:: WHAT IS REQUIRED ::
The answer must consist of the entries, copied exactly and in full.

*** INPUT DATA ***

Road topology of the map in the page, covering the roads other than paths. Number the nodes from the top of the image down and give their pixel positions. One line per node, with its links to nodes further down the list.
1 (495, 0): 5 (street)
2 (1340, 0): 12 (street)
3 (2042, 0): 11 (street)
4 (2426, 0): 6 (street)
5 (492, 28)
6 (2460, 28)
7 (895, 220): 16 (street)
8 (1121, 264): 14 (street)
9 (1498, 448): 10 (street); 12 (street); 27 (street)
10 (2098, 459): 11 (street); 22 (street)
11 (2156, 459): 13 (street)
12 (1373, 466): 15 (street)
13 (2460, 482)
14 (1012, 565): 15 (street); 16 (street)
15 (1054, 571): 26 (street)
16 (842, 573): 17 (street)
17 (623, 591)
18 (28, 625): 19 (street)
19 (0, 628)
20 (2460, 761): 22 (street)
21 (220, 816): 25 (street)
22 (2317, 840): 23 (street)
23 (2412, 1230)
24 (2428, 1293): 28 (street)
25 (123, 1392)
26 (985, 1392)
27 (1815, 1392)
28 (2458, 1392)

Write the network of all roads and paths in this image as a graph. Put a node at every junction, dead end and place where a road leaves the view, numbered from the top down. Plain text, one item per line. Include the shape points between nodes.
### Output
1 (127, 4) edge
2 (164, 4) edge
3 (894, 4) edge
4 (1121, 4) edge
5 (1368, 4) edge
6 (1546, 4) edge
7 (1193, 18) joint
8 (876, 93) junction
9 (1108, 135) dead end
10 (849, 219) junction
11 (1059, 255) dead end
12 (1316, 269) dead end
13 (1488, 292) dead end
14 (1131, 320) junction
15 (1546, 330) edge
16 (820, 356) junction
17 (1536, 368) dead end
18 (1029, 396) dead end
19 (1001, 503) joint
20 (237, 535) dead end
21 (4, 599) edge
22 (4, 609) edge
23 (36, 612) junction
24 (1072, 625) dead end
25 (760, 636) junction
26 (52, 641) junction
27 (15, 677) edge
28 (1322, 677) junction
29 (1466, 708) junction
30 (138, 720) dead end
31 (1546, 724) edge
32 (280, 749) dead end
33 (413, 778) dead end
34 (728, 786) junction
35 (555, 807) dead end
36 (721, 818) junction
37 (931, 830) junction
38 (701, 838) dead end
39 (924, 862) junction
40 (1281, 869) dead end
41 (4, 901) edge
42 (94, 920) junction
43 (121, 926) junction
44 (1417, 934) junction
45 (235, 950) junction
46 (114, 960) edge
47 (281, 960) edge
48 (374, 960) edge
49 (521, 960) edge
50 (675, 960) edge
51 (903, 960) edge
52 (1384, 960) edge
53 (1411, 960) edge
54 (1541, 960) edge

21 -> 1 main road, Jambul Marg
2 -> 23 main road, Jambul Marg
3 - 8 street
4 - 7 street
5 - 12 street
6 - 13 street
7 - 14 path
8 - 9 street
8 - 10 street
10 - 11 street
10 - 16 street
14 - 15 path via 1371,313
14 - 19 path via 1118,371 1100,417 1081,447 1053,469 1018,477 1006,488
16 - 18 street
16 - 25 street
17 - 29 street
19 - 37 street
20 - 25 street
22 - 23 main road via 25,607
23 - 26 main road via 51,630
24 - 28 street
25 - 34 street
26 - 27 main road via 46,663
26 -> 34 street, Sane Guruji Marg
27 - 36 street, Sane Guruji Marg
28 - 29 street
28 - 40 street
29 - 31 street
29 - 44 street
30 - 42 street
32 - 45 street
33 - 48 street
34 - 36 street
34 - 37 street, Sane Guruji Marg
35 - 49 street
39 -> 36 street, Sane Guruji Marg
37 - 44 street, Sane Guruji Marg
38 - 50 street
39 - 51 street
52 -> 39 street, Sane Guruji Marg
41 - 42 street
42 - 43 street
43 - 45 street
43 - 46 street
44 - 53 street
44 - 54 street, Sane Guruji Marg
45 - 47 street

*** End of INPUT DATA ***

:: RESULT BELOW ::
Road topology of the map in the page, covering the roads other than paths. Number the nodes from the top of the image down and give their pixel positions. One line per node, with its links to nodes further down the list.
1 (495, 0): 5 (street)
2 (1340, 0): 12 (street)
3 (2042, 0): 11 (street)
4 (2426, 0): 6 (street)
5 (492, 28)
6 (2460, 28)
7 (895, 220): 16 (street)
8 (1121, 264): 14 (street)
9 (1498, 448): 10 (street); 12 (street); 27 (street)
10 (2098, 459): 11 (street); 22 (street)
11 (2156, 459): 13 (street)
12 (1373, 466): 15 (street)
13 (2460, 482)
14 (1012, 565): 15 (street); 16 (street)
15 (1054, 571): 26 (street)
16 (842, 573): 17 (street)
17 (623, 591)
18 (28, 625): 19 (street)
19 (0, 628)
20 (2460, 761): 22 (street)
21 (220, 816): 25 (street)
22 (2317, 840): 23 (street)
23 (2412, 1230)
24 (2428, 1293): 28 (street)
25 (123, 1392)
26 (985, 1392)
27 (1815, 1392)
28 (2458, 1392)

Write the network of all roads and paths in this image as a graph. Put a node at every junction, dead end and place where a road leaves the view, numbered from the top down. Plain text, one item per line. Include the shape points between nodes.
### Output
1 (127, 4) edge
2 (164, 4) edge
3 (894, 4) edge
4 (1121, 4) edge
5 (1368, 4) edge
6 (1546, 4) edge
7 (1193, 18) joint
8 (876, 93) junction
9 (1108, 135) dead end
10 (849, 219) junction
11 (1059, 255) dead end
12 (1316, 269) dead end
13 (1488, 292) dead end
14 (1131, 320) junction
15 (1546, 330) edge
16 (820, 356) junction
17 (1536, 368) dead end
18 (1029, 396) dead end
19 (1001, 503) joint
20 (237, 535) dead end
21 (4, 599) edge
22 (4, 609) edge
23 (36, 612) junction
24 (1072, 625) dead end
25 (760, 636) junction
26 (52, 641) junction
27 (15, 677) edge
28 (1322, 677) junction
29 (1466, 708) junction
30 (138, 720) dead end
31 (1546, 724) edge
32 (280, 749) dead end
33 (413, 778) dead end
34 (728, 786) junction
35 (555, 807) dead end
36 (721, 818) junction
37 (931, 830) junction
38 (701, 838) dead end
39 (924, 862) junction
40 (1281, 869) dead end
41 (4, 901) edge
42 (94, 920) junction
43 (121, 926) junction
44 (1417, 934) junction
45 (235, 950) junction
46 (114, 960) edge
47 (281, 960) edge
48 (374, 960) edge
49 (521, 960) edge
50 (675, 960) edge
51 (903, 960) edge
52 (1384, 960) edge
53 (1411, 960) edge
54 (1541, 960) edge

21 -> 1 main road, Jambul Marg
2 -> 23 main road, Jambul Marg
3 - 8 street
4 - 7 street
5 - 12 street
6 - 13 street
7 - 14 path
8 - 9 street
8 - 10 street
10 - 11 street
10 - 16 street
14 - 15 path via 1371,313
14 - 19 path via 1118,371 1100,417 1081,447 1053,469 1018,477 1006,488
16 - 18 street
16 - 25 street
17 - 29 street
19 - 37 street
20 - 25 street
22 - 23 main road via 25,607
23 - 26 main road via 51,630
24 - 28 street
25 - 34 street
26 - 27 main road via 46,663
26 -> 34 street, Sane Guruji Marg
27 - 36 street, Sane Guruji Marg
28 - 29 street
28 - 40 street
29 - 31 street
29 - 44 street
30 - 42 street
32 - 45 street
33 - 48 street
34 - 36 street
34 - 37 street, Sane Guruji Marg
35 - 49 street
39 -> 36 street, Sane Guruji Marg
37 - 44 street, Sane Guruji Marg
38 - 50 street
39 - 51 street
52 -> 39 street, Sane Guruji Marg
41 - 42 street
42 - 43 street
43 - 45 street
43 - 46 street
44 - 53 street
44 - 54 street, Sane Guruji Marg
45 - 47 street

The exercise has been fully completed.